_Source data_
· · · · · · ·
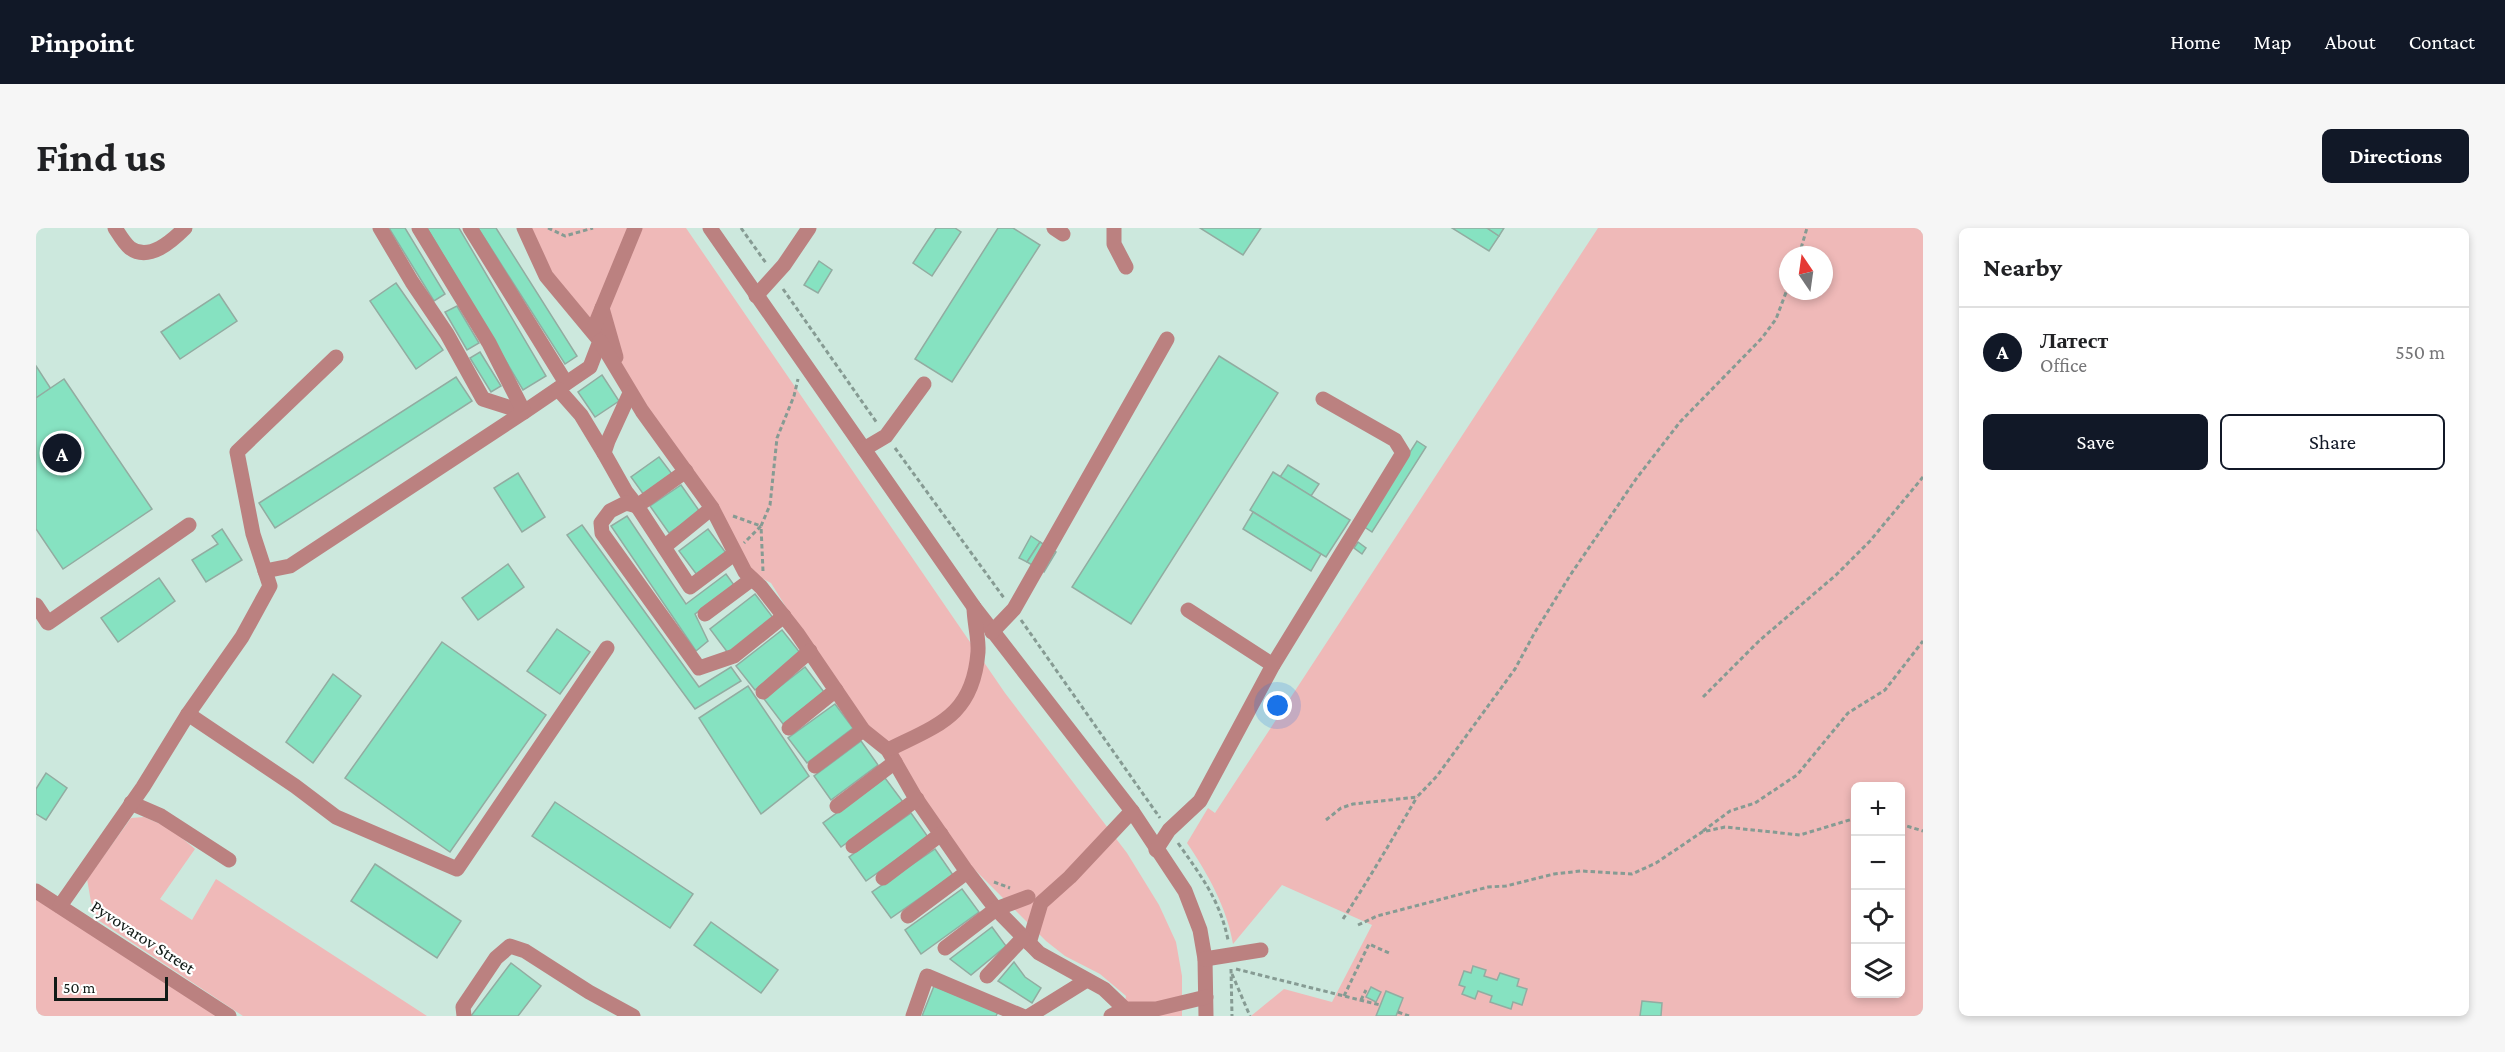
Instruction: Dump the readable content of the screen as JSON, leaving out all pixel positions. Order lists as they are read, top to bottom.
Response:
{
  "streets": {
    "street": ["Pyvovarov Street"]
  },
  "scale_bar": "50 m",
  "north": "top",
  "page": {
    "header": "Pinpoint",
    "nav": [
      "Home",
      "Map",
      "About",
      "Contact"
    ],
    "buttons": [
      "Directions",
      ["Save", "Share"]
    ],
    "title": "Find us",
    "heading": "Nearby",
    "list": [
      {
        "mark": "A",
        "name": "Латест",
        "note": "Office",
        "value": "550 m"
      }
    ],
    "pins": "A",
    "map_buttons": ["+", "−"],
    "scale": "50 m"
  }
}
· · · · · · ·
_What to do_
Reproduce the material above in full, images excluded.

_Solution for this problem_
Instruction: Dump the readable content of the screen as JSON, leaving out all pixel positions. Order lists as they are read, top to bottom.
Response:
{
  "streets": {
    "street": ["Pyvovarov Street"]
  },
  "scale_bar": "50 m",
  "north": "top",
  "page": {
    "header": "Pinpoint",
    "nav": [
      "Home",
      "Map",
      "About",
      "Contact"
    ],
    "buttons": [
      "Directions",
      ["Save", "Share"]
    ],
    "title": "Find us",
    "heading": "Nearby",
    "list": [
      {
        "mark": "A",
        "name": "Латест",
        "note": "Office",
        "value": "550 m"
      }
    ],
    "pins": "A",
    "map_buttons": ["+", "−"],
    "scale": "50 m"
  }
}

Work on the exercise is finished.